Stargardt disease (STGD1) is the leading cause of inherited juvenile macular degeneration. The disease stems from mutations in ABCA4, a gene that encodes a vitamin A transport protein in the retina. Defective vitamin A transport results in accelerated formation of vitamin A dimers, thought to cause retinal degenerations including STGD1. The tolerability and effects of ALK-001 in Stargardt disease (“TEASE”) study is the first of several prospective clinical trials to test the extent to which slowing the dimerization of vitamin A prevents the progression of STGD1.
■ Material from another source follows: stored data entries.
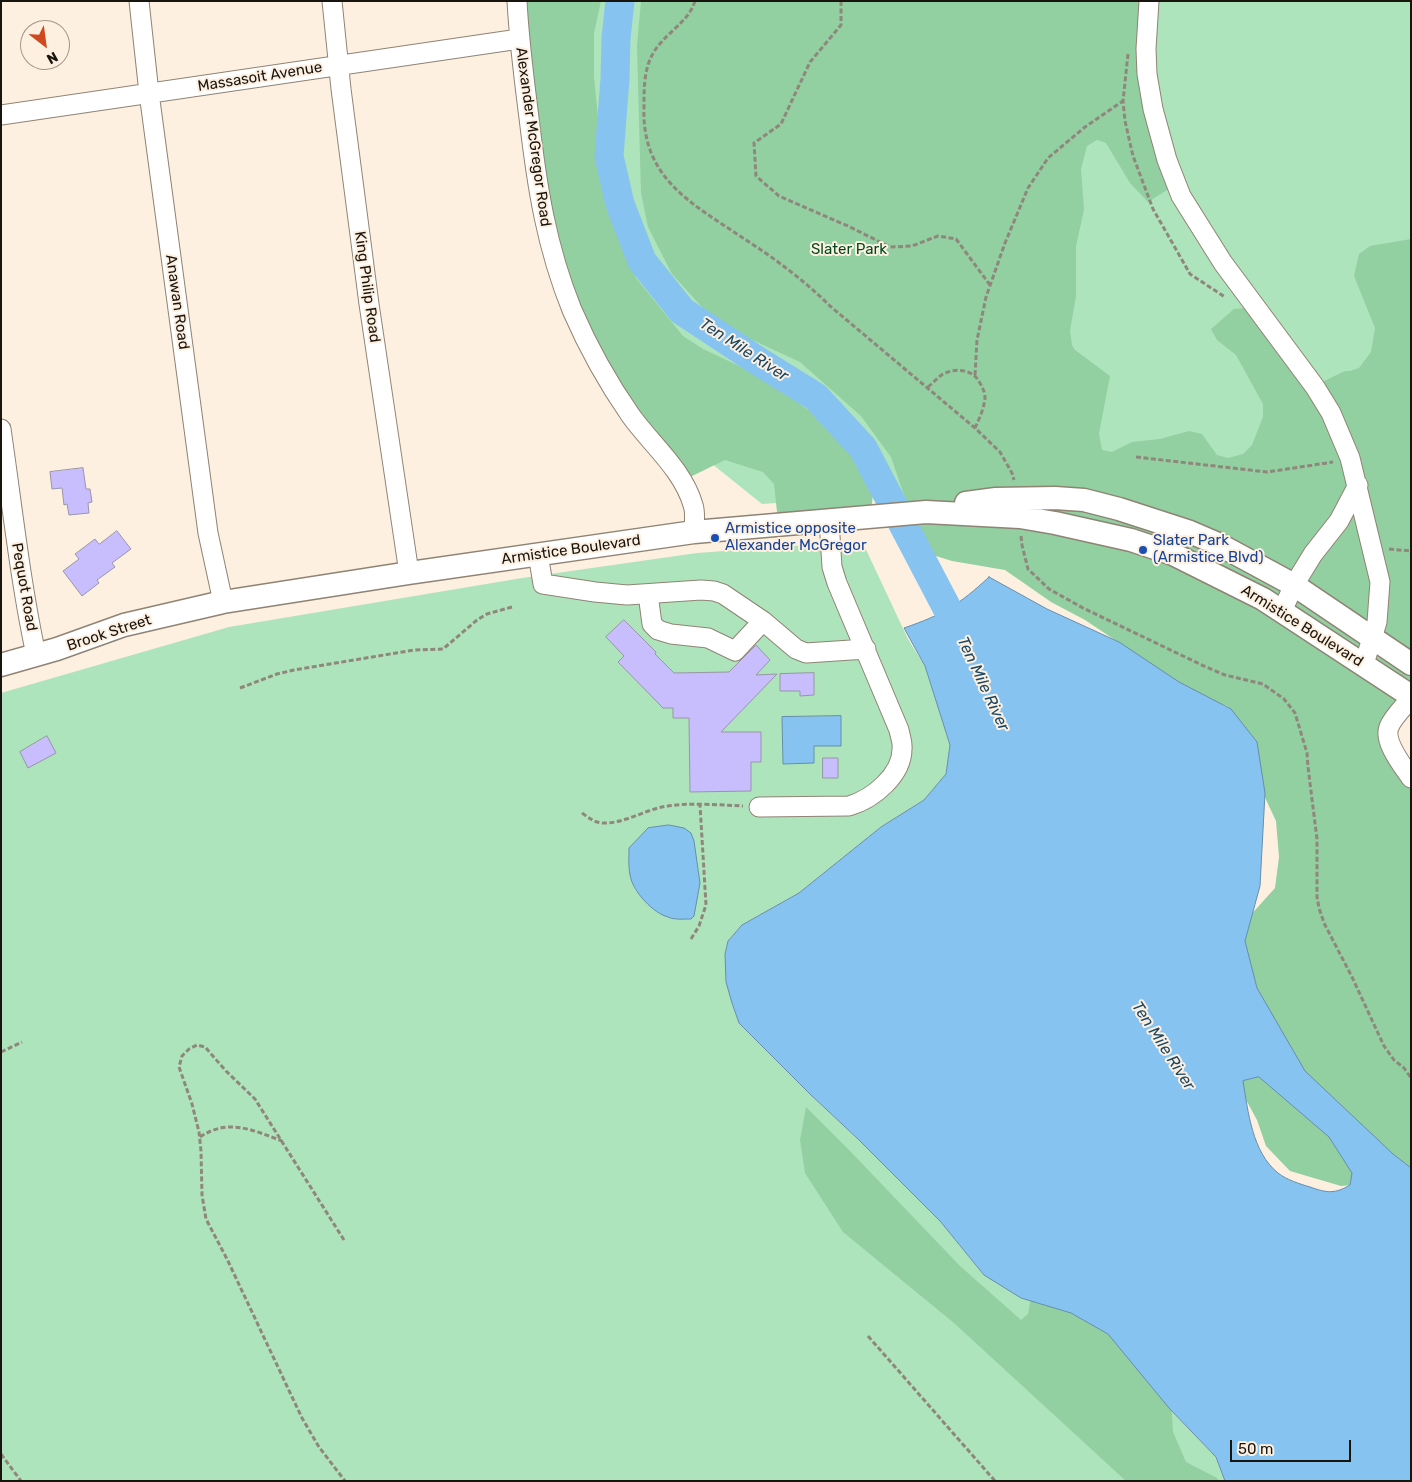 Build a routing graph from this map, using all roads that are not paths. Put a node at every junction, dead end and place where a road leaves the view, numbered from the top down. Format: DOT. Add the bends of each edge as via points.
graph roads {
  1 [pos="138,1"];
  2 [pos="332,1"];
  3 [pos="517,1"];
  4 [pos="1149,1"];
  5 [pos="519,39"];
  6 [pos="338,64"];
  7 [pos="149,93"];
  8 [pos="1,115"];
  9 [pos="1,429"];
  10 [pos="1358,486"];
  11 [pos="926,512"];
  12 [pos="829,520"];
  13 [pos="694,532"];
  14 [pos="538,554"];
  15 [pos="408,573"];
  16 [pos="1294,585"];
  17 [pos="648,594"];
  18 [pos="220,603"];
  19 [pos="1282,611"];
  20 [pos="763,622"];
  21 [pos="1373,637"];
  22 [pos="866,649"];
  23 [pos="36,655"];
  24 [pos="1364,664"];
  25 [pos="1411,664"];
  26 [pos="1,665"];
  27 [pos="1411,697"];
  28 [pos="1411,778"];
  29 [pos="759,807"];
  1 -- 7 [label="street, Anawan Road"];
  2 -- 6 [label="street, King Philip Road"];
  3 -- 5 [label="street, Alexander McGregor Road"];
  4 -- 10 [label="street" via="1147,74 1167,160 1181,196 1223,263 1331,413"];
  5 -- 6 [label="street, Massasoit Avenue"];
  5 -- 13 [label="street, Alexander McGregor Road" via="546,233 572,310 608,381 632,417 685,482 694,507"];
  6 -- 7 [label="street, Massasoit Avenue"];
  6 -- 15 [label="street, King Philip Road"];
  7 -- 8 [label="street, Massasoit Avenue"];
  7 -- 18 [label="street, Anawan Road"];
  9 -- 23 [label="street, Pequot Road" via="18,556"];
  10 -- 16 [label="street" via="1339,521"];
  10 -- 21 [label="street" via="1380,582"];
  11 -- 12 [label="main road, Armistice Boulevard"];
  11 -- 16 [label="main road, Armistice Boulevard" via="996,499 1084,500 1190,532"];
  11 -- 19 [label="main road, Armistice Boulevard" via="1020,517 1131,540 1173,554 1263,598"];
  12 -- 13 [label="main road, Armistice Boulevard"];
  12 -- 22 [label="street" via="836,583"];
  13 -- 14 [label="main road, Armistice Boulevard"];
  14 -- 15 [label="main road, Armistice Boulevard"];
  14 -- 17 [label="street" via="543,584 595,592"];
  15 -- 18 [label="main road, Armistice Boulevard"];
  16 -- 19 [label="street"];
  16 -- 21 [label="main road, Armistice Boulevard"];
  17 -- 20 [label="street" via="714,591"];
  17 -- 20 [label="street" via="652,624 658,630 708,638 736,651"];
  18 -- 23 [label="main road, Brook Street" via="124,625"];
  19 -- 24 [label="main road, Armistice Boulevard"];
  20 -- 22 [label="street" via="796,649 806,653"];
  21 -- 24 [label="street"];
  21 -- 25 [label="main road, Armistice Boulevard"];
  22 -- 29 [label="street" via="899,730 902,748 893,776 870,796 849,806"];
  23 -- 26 [label="main road, Brook Street"];
  24 -- 27 [label="main road, Armistice Boulevard"];
  27 -- 28 [label="street" via="1389,728 1388,736 1391,748"];
}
ALK-001 is a vitamin A replacement: the chemical structure of ALK-001 is similar to that of vitamin A but 3 hydrogen atoms have been exchanged by deuterium. This change prevents ALK-001 from dimerizing. However, ALK-001 keeps all known functions of vitamin A. In preclinical evaluation, ALK-001 slows the rate of vitamin A dimerization approximately 4 to 5 fold but does not affect the visual cycle. TEASE is a 24-month, multicenter, randomized, double-masked, placebo-controlled study evaluating the effects of ALK-001 in up to 50 patients diagnosed with molecularly confirmed STGD1 aged between 12 and 60 years. Study subjects may have any visual acuity to enroll and must have a lesion of well-defined decreased signal on fundus autofluorescence imaging (FAF). TEASE subjects are randomly assigned to receive one of two doses of ALK-001 (30 subjects) or placebo (20 subjects) for one year. After one year, half of the subjects receiving placebo will be randomly crossed over to receive ALK-001 for the following 12 months, while all other subjects will continue receiving their initial treatment. A Data Monitoring Committee (DMC) reviews safety and efficacy data throughout the study.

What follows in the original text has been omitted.